Files can be modified by SQL injection too you know. An attacker could just as easily install a malicious plugin once they have admin rights - checking custom headers won't stop that.
There are a lot of things you can do with SQL injection, but so far as I know, direct modification of the filesystem isn't one of them. Coppermine, however, has a tendency of trusting the contents of the database, and of keeping things in there that (from a security perspective) should have been hard-coded somewhere, directory pathnames especially. So it wouldn't surprise me if gaining access to the database would allow an attacker to do things that Coppermine really shouldn't allow anyone, even a so-called "administrator," to do in the first place.

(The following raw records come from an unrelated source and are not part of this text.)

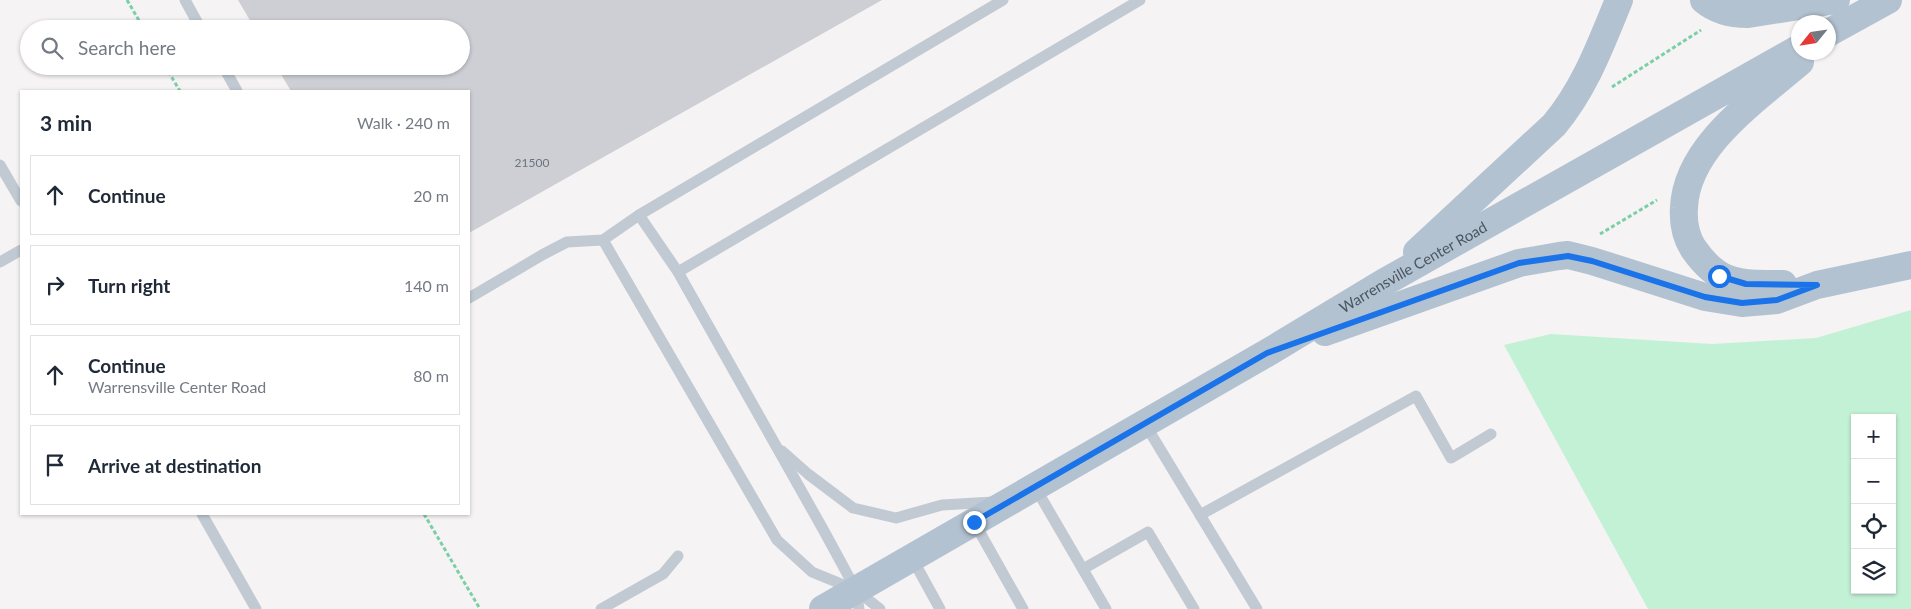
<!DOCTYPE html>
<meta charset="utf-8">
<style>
:root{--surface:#fff;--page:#f6f6f7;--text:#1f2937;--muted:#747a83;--line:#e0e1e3}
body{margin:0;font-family:Lato,sans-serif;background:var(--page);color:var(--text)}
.controls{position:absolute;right:15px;bottom:15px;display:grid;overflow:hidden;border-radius:0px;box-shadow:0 1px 4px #0004}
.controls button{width:45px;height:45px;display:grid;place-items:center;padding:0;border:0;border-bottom:1px solid var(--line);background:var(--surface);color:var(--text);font:25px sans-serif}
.compass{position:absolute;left:1791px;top:15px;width:45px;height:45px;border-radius:50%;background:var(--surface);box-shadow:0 1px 4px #0004;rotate:240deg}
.stop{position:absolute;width:15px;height:15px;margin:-11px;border:4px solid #1a73e8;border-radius:50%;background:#fff}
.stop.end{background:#1a73e8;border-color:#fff;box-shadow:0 1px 5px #0008}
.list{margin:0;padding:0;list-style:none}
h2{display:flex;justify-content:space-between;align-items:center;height:65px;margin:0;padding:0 20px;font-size:21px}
h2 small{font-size:16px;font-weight:400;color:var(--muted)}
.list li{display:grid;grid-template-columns:32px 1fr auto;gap:15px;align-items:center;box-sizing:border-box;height:80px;margin:0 10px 10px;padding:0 10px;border:1px solid var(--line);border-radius:0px}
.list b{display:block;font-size:19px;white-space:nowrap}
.list p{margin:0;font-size:16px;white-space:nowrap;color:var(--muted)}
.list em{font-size:16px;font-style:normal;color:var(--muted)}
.icon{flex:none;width:28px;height:28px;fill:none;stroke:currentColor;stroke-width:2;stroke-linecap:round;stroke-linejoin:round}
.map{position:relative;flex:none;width:1911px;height:609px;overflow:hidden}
.search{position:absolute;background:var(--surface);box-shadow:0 1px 4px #0004;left:20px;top:20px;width:450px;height:55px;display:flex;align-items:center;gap:12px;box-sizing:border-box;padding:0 18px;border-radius:28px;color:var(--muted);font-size:19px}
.panel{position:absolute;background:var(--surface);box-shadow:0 1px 4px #0004;left:20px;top:90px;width:450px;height:425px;border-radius:0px}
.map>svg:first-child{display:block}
.green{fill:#c3f1d5;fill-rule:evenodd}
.building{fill:#cdcfd5}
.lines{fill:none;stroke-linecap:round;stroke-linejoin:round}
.path{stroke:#7ad0a6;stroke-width:3;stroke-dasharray:4 2.5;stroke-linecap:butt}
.service{stroke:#c1cad2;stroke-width:11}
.primary{stroke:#b3c2d1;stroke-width:28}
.route{stroke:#1a73e8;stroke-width:6}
.labels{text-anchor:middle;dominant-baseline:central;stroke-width:5;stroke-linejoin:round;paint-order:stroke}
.number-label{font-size:12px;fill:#6b747e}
.street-label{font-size:15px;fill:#4a5661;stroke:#fff}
</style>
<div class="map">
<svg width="1911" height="609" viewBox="0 0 1911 609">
<rect width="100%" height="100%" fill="#f5f3f3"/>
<!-- green -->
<path class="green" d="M1911,310V609H1648L1504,345L1551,334L1712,344L1816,338ZM1855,418H1892V590H1855Z"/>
<!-- building -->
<path class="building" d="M238,0H882L469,233V91H291L276,66H461V29H255Z"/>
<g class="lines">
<!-- path -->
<g class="path">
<path d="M127,0L144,29"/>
<path d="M165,66L180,91"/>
<path d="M1612,87L1701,30"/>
<path d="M1600,234L1657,200"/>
<path d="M424,514L480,609"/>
</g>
<!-- service -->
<g class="service">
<path d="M185,0L201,29"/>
<path d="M223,66L237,91"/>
<path d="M0,165L21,201"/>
<path d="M639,215L678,272L824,531L856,590L859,609"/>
<path d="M603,240L777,540L812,572L856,590L880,609"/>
<path d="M0,262L21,250"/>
<path d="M678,272L1140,0"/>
<path d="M469,298L542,255L567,242L603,240L639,215L1003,0"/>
<path d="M1145,424L1257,609"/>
<path d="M782,451L808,474L853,508L896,518L942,505L993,502"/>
<path d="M1035,487L1106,609"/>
<path d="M202,514L256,609"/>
<path d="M1200,515L1416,396L1451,458L1491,434"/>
<path d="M974,522L1023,609"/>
<path d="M912,558L940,609"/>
<path d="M1083,569L1148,532L1194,609"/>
<path d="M601,609L663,574L678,556"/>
</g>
<!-- primary -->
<g class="primary">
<path d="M1704,0C1717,11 1731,14 1748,14L1836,0"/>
<path d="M1828,33L1888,0"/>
<path d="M1417,252L1554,125C1585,88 1601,44 1619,0"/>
<path d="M1783,284C1740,284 1719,286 1693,248C1685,235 1683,222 1684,208C1686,146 1757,99 1800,62"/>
<path d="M1325,332L1519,263L1559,256L1568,255L1592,261L1705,297L1742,303L1777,300L1817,285L1911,265"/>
<path id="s1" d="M823,609L1267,353L1383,283L1798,49"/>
</g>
</g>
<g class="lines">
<!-- route -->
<path class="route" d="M974,522L1267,353L1519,263L1568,256L1592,261L1705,297L1742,303L1777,300L1817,285L1746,284L1719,276"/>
</g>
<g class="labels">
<!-- number labels -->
<g class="number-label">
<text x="532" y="162">21500</text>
</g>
<!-- street labels -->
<g class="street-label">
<text stroke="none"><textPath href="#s1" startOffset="682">Warrensville Center Road</textPath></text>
</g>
</g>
</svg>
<div class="controls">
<button>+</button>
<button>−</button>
<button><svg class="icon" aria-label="locate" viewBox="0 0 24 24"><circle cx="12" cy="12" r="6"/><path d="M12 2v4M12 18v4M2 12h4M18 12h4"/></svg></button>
<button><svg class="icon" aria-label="layers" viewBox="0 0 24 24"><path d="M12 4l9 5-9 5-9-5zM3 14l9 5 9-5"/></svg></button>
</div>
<svg class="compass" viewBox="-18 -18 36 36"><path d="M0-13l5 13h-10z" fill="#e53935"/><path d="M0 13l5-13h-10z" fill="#747a83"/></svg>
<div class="stop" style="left:1719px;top:276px"></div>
<div class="stop end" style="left:974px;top:522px"></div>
<div class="search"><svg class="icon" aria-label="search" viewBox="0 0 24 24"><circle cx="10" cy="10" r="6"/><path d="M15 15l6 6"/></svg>Search here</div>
<section class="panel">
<h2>3 min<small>Walk · 240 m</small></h2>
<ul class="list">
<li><svg class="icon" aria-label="ahead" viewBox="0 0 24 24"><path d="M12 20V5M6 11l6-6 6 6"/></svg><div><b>Continue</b></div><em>20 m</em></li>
<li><svg class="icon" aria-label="right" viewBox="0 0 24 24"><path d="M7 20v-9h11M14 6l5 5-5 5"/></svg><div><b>Turn right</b></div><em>140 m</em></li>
<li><svg class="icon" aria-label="ahead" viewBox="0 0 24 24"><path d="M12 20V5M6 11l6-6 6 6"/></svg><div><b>Continue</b><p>Warrensville Center Road</p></div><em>80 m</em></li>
<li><svg class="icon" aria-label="arrive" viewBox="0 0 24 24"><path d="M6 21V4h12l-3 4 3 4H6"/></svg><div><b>Arrive at destination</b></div></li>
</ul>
</section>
</div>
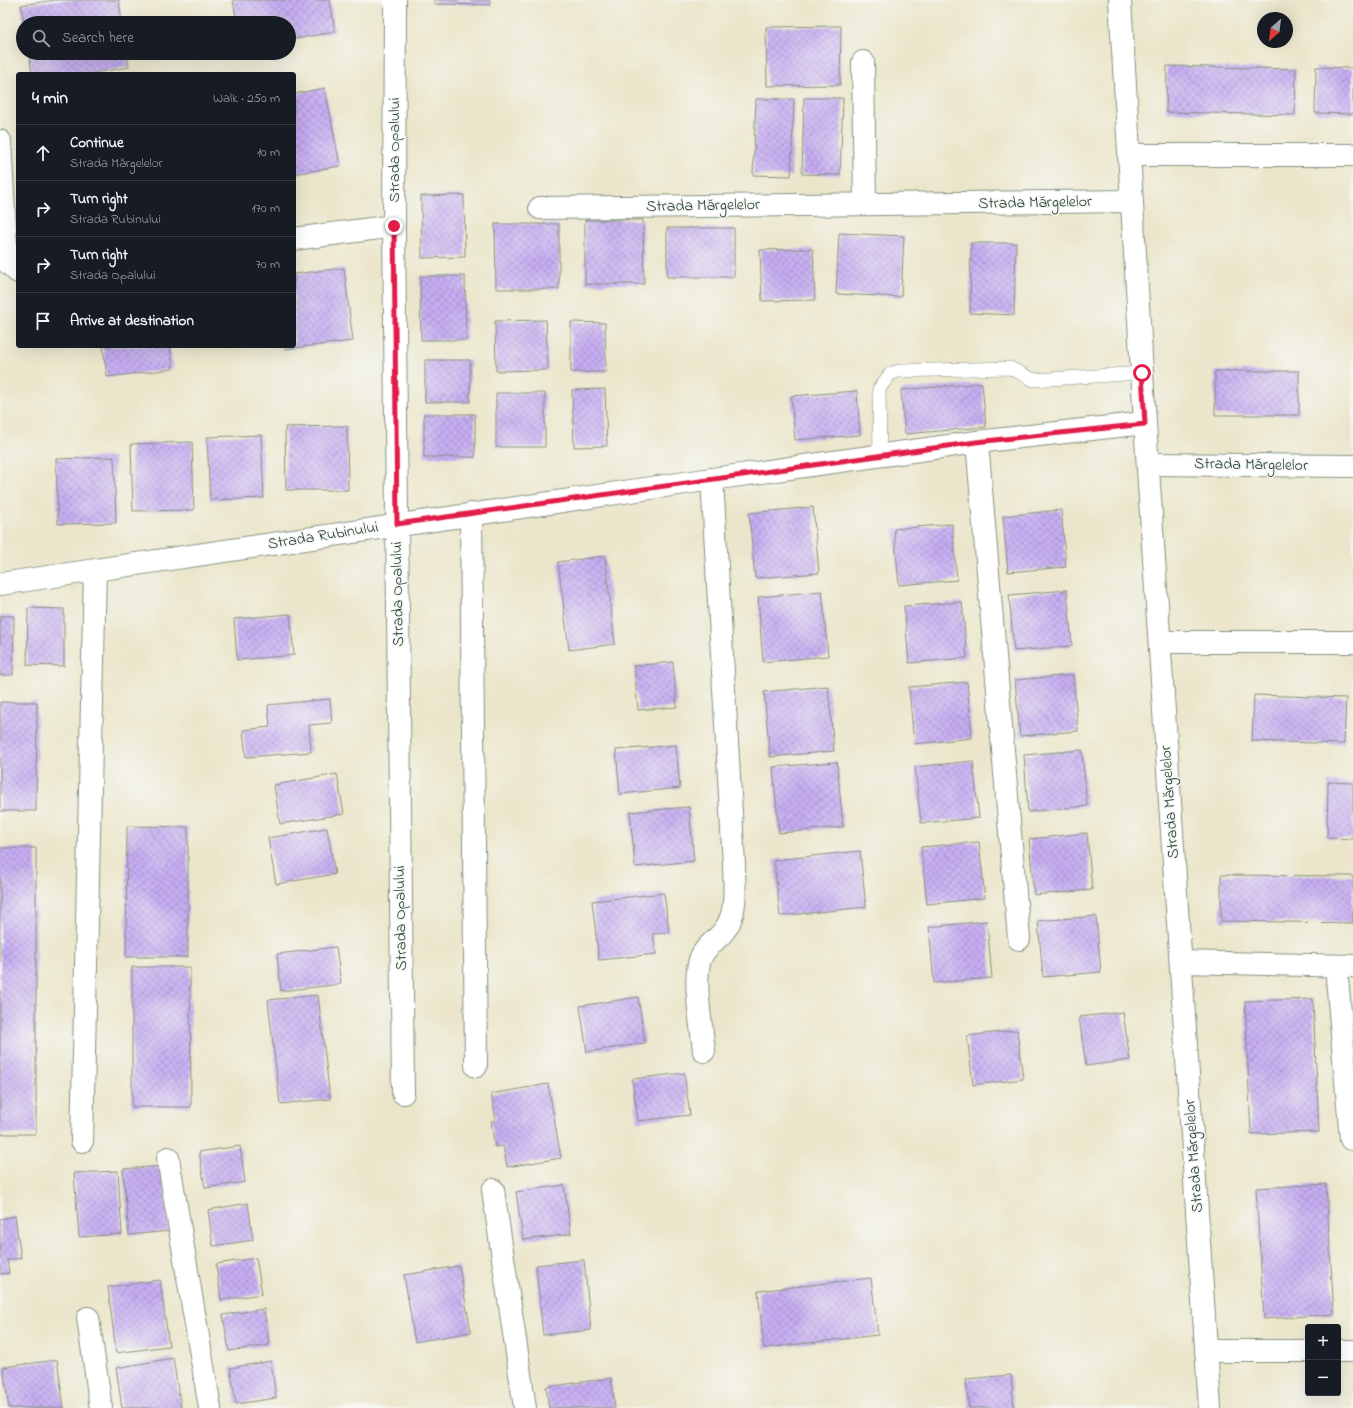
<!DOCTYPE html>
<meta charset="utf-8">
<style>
body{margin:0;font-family:"Indie Flower",sans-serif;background:#242831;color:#f1f3f6}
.controls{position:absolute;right:12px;bottom:12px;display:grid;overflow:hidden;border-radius:4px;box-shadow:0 4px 16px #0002}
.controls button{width:36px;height:36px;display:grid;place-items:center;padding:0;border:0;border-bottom:1px solid #363941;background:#171b24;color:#f1f3f6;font:20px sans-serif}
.compass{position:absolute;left:1257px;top:12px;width:36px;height:36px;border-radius:50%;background:#171b24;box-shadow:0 4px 16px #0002;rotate:208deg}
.stop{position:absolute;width:12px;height:12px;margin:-9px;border:3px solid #e11d48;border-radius:50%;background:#fff}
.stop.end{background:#e11d48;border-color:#fff;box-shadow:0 1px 4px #0008}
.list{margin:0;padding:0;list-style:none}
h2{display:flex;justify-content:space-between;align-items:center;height:52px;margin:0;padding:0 16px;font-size:17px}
h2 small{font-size:13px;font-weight:400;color:#9ea1a6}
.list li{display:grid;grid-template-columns:26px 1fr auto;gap:12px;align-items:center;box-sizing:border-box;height:56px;padding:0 16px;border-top:1px solid #363941}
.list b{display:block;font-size:15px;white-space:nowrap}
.list p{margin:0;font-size:13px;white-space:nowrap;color:#9ea1a6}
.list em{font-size:13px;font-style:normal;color:#9ea1a6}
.icon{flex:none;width:22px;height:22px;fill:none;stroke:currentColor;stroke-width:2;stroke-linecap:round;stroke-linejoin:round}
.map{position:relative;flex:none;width:1353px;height:1408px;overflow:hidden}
.search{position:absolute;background:#171b24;box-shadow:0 4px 16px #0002;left:16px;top:16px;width:280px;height:44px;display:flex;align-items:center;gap:10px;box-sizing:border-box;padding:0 14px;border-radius:22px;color:#9ea1a6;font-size:15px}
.panel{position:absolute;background:#171b24;box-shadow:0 4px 16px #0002;left:16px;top:72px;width:280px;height:276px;border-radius:4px}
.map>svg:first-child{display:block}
.building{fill:url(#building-cross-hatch)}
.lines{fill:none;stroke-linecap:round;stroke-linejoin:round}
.service-casing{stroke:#859280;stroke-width:14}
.minor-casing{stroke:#859280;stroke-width:24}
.tertiary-casing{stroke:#859280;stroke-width:24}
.service{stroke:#fff;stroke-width:13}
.minor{stroke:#fff;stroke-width:22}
.tertiary{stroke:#fff;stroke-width:22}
.route{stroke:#e11d48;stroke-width:5}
.labels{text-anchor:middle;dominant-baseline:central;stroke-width:3;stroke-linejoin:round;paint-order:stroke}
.street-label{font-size:16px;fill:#1f3d34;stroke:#f6f6f2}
</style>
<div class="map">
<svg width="1353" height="1408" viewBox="0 0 1353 1408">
<defs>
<pattern id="building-cross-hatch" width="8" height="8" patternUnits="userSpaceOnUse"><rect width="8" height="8" fill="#c7aef3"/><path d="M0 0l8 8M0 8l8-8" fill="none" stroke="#a18fc6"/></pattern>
</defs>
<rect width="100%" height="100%" fill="#f6f6f2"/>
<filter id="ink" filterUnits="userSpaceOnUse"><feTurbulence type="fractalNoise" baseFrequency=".025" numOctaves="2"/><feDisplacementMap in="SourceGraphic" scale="8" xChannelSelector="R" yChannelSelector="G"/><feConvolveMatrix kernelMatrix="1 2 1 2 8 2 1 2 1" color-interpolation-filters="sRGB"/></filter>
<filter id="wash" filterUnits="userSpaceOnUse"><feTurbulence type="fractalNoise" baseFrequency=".012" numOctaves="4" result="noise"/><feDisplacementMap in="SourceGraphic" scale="16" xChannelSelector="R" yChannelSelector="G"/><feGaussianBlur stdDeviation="0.9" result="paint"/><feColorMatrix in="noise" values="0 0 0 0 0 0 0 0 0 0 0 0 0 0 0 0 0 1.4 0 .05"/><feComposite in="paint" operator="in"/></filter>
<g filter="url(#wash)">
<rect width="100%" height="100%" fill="#ebe6cb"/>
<g id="blocks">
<path class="building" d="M55,0H119L122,23H24L21,5Z
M233,0H330L335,32L289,40V23H237Z
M434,0H490V5L434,4Z
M841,26L840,85L767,86L766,27Z
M29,53H127L129,67L87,74H32Z
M1167,66L1296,69L1295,115L1166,112Z
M1316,67L1353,68V114L1315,113Z
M325,88L340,166L294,174V94Z
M804,98H843L840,175L802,174Z
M756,99H794L791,176L753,175Z
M464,195L465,257L422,258L421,196Z
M585,220H643L644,284H585Z
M495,224H559V289H496Z
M667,228H734V277H667Z
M839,233L904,236L901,297L836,294Z
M971,243H1016L1014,315L970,313Z
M813,249L815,300L762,301L760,250Z
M344,268L353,341L285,349L284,346H294V274Z
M420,276H465L466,340H421Z
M546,320L548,370L496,371L495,321Z
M571,322L605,323L606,372H571Z
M103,346H170L173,369L107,377Z
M425,360H470V402H425Z
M1215,371H1299V415H1215Z
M982,383L986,427L905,434L901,390Z
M605,389L607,446L574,447L572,390Z
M857,391L860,435L795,440L791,396Z
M496,393H545V447H496Z
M424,414H475V457H424Z
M347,426L348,490H286L285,427Z
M261,435L264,498L210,500L207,437Z
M192,442L194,510L133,511L131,444Z
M114,457L116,523L58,524L56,459Z
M813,507L819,573L755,578L749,513Z
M1061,510L1066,567L1008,572L1003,516Z
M952,524L957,580L899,585L894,529Z
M605,556L615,644L569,650L558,562Z
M1067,590L1072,646L1014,651L1009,595Z
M822,591L828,656L763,662L758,597Z
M962,602L967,658L909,663L904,606Z
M28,608L64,609V666L27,665Z
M290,614L294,655L237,660L234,619Z
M0,616H14L13,675H0Z
M673,662L677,707L638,710L634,666Z
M1073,675L1078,731L1020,736L1015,680Z
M967,682L972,738L914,744L909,687Z
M828,686L834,751L770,757L764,692Z
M1254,695L1346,698L1344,744L1252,741Z
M330,699L332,723L309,725L311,752L246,757L243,730L270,727L268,705Z
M0,702H37L36,811H0Z
M676,745L680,788L620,794L616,750Z
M1082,750L1087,806L1028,812L1024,755Z
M973,761L979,818L921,823L915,767Z
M837,762L843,827L779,833L773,767Z
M337,774L344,814L280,824L274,785Z
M1328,782L1353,783V839L1327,838Z
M689,807L694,861L635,867L630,812Z
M127,826L188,827V957H126Z
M327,828L335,874L276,884L268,838Z
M1087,833L1092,890L1034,895L1029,839Z
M979,842L985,898L927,904L921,847Z
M0,848H36V1134H0Z
M860,851L866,907L780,916L774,860Z
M1221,875L1353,876V923L1221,921Z
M664,893L669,932L653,934L656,954L599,960L592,901Z
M1096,916L1101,972L1043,977L1038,921Z
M987,921L992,978L934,983L929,927Z
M336,947L341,984L281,991L277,954Z
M132,967H190L191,1107H132Z
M318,995L330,1099L280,1104L268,1000Z
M638,997L645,1043L587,1052L580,1006Z
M1313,999L1319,1132L1251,1134L1245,1001Z
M1123,1012L1130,1060L1086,1066L1079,1017Z
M1017,1030L1023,1079L973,1085L967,1036Z
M684,1073L690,1115L638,1121L632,1079Z
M548,1084L561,1158L507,1167L503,1146L495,1147L491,1121L496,1120L491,1094Z
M240,1146L245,1182L205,1188L199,1152Z
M163,1166L169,1231L129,1235L123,1169Z
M118,1171L122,1234L79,1237L74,1173Z
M1326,1184L1334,1314L1264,1319L1256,1188Z
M564,1185L571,1234L523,1240L516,1192Z
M248,1203L253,1240L213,1246L208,1210Z
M15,1216L21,1258L7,1260L9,1273L0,1274V1219Z
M256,1258L262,1294L221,1300L216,1264Z
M584,1260L591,1330L543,1335L536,1265Z
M459,1266L471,1332L415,1342L404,1275Z
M871,1278L878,1335L764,1348L758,1291Z
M160,1280L169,1346L116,1353L108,1287Z
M264,1309L269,1345L229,1351L223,1315Z
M173,1358L181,1408H122L116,1368Z
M57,1360L64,1408H9L3,1367Z
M271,1361L276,1398L236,1404L230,1368Z
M1011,1375L1014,1408H969L966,1379Z
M611,1378L615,1408H549L546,1387Z"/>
</g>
</g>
<g filter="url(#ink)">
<use href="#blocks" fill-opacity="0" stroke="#859280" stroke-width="1"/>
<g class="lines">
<defs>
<path id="service" d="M880,456L879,389L890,374L898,371L1010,368L1034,380L1142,373"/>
<path id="minor" d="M395,0L394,226L403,1093
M863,62L865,204
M0,141L7,262L18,272
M1129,155H1353
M540,208L1132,201
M294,239L394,226
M977,442L1019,939
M1149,464L1353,466
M471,514L476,1066
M0,584L712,479L977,442L1145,423
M1160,642H1353
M1181,962L1353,966
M1336,966L1351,1139
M704,1051C702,1028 692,977 701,957C706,945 719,939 726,928C738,910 734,885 734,865L712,479
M82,1141L95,570
M168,1158L210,1408
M493,1190L525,1408
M88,1318L101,1408
M1206,1351H1308
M1338,1351H1353"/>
<path id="tertiary" d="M1120,0L1145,423L1210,1408"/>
</defs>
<use href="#service" class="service-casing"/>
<use href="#minor" class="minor-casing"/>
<use href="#tertiary" class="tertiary-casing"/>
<use href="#service" class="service"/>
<use href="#minor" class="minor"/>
<use href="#tertiary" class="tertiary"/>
</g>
</g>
<g class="lines" filter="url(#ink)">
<path class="route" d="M394,226L397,524L976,442L1145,424L1142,373"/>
</g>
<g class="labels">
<g class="street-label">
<text transform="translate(395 150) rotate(-90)">Strada Opalului</text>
<text transform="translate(1035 203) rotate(-1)">Strada Mărgelelor</text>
<text transform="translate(703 206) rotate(-1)">Strada Mărgelelor</text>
<text transform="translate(1251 465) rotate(1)">Strada Mărgelelor</text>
<text transform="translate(323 536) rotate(-9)">Strada Rubinului</text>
<text transform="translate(398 594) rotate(-91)">Strada Opalului</text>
<text transform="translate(1170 802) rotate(-94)">Strada Mărgelelor</text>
<text transform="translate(401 918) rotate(-91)">Strada Opalului</text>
<text transform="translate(1194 1156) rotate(-94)">Strada Mărgelelor</text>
</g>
</g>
</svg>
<div class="controls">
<button>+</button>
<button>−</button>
</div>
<svg class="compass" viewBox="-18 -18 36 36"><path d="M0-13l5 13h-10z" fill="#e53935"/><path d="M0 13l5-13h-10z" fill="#9ea1a6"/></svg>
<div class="stop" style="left:1142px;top:373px"></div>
<div class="stop end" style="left:394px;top:226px"></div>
<div class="search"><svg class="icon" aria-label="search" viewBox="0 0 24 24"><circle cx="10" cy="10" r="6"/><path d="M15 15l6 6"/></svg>Search here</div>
<section class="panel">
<h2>4 min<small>Walk · 250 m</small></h2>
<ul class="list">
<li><svg class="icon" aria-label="ahead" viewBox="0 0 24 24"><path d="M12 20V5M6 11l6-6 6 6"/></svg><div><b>Continue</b><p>Strada Mărgelelor</p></div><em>10 m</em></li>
<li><svg class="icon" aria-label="right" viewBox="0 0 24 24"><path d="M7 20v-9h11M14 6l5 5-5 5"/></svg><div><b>Turn right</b><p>Strada Rubinului</p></div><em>170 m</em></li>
<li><svg class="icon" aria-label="right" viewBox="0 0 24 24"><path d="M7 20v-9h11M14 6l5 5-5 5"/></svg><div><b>Turn right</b><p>Strada Opalului</p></div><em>70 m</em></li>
<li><svg class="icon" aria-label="arrive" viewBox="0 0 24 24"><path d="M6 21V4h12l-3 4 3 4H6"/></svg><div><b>Arrive at destination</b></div></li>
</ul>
</section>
</div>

I'm a degreed computer scientist, I've been writing code for 20+ years, I worked on-and-off as a Un*x sysadmin since 1995, and I've written nearly two million lines of code in my life; I've seen systems that were secure and systems that were hacked, and in every case, the hacks boiled down to (A) the programmer making a mistake (which includes the programmer being too trusting) or (B) the users being too trusting or (C) the code having bugs. You can't really change (B) no matter how hard you try, and
no-one can completely stop (C), so the only thing you can do to stop attackers is get very defensive about (A). Yes, I've written PHP too, and I know PHP doesn't make it very easy to write secure code: for example, the preg_match /D flag drives me nuts, and the fact that you can't trust the value of "PHP_SELF" is just silly. But if you don't code defensively --- which means assuming your code can and will be attacked at every turn --- your code can and will be broken.
Anyway, if adding an administrative user entry in the database is all that's needed to be able to install malicious code, Coppermine will never be secure ---
the database should always be considered an untrustworthy data source, and everything in it should be checked, verified, analyzed, and validated just as though it came from the user (because there's at least a decent chance that it actually
did). At a minimum, that means moving things that need to be trustworthy outside the database; in my professional opinion, several more things should be hard-coded in your "config.inc.php" than currently are: The name of the "albums" directory, for example, and "userpics". You would only change those when you first install Coppermine anyway, and when you're installing Coppermine, you already have server access to change them! Keeping that kind of information in the database is pointless and just makes attacks easier and more fruitful. But if the database is treated by your code with the same skepticism as data that comes from the browser itself, all an SQL injection can do --- if the attacker finds one --- is maybe alter some of the data, but never alter the site.
Checking the custom headers/footers was an easy band-aid for this attack, and I posted this information because it may be beneficial for people who want to stem this particular plague. It is by no means a comprehensive security solution --- just a way of buying some time.If you want to limit SQL injections further, you may wish to use a proper database-wrapper layer that checks and validates all data going to and from the database: A lightweight design like your cpg_db_query() is inherently prone to security problems, because it spreads security checks throughout the program instead of centralizing them whenever possible.
In summary, I know that everything I'm describing may require changes in Coppermine, and some of the changes may be nontrivial. But please don't think I'm attacking you guys: We're both on the same side here, and I know far too well that security is hard, and I can see by the Changelog that you're trying, but more work is needed. Security, both reactive and proactive, is an essential consideration these days; we're living in an age where it's not
if your code will get attacked but
when and
how often, which means that security considerations need to be front-and-center in every last line of PHP you write.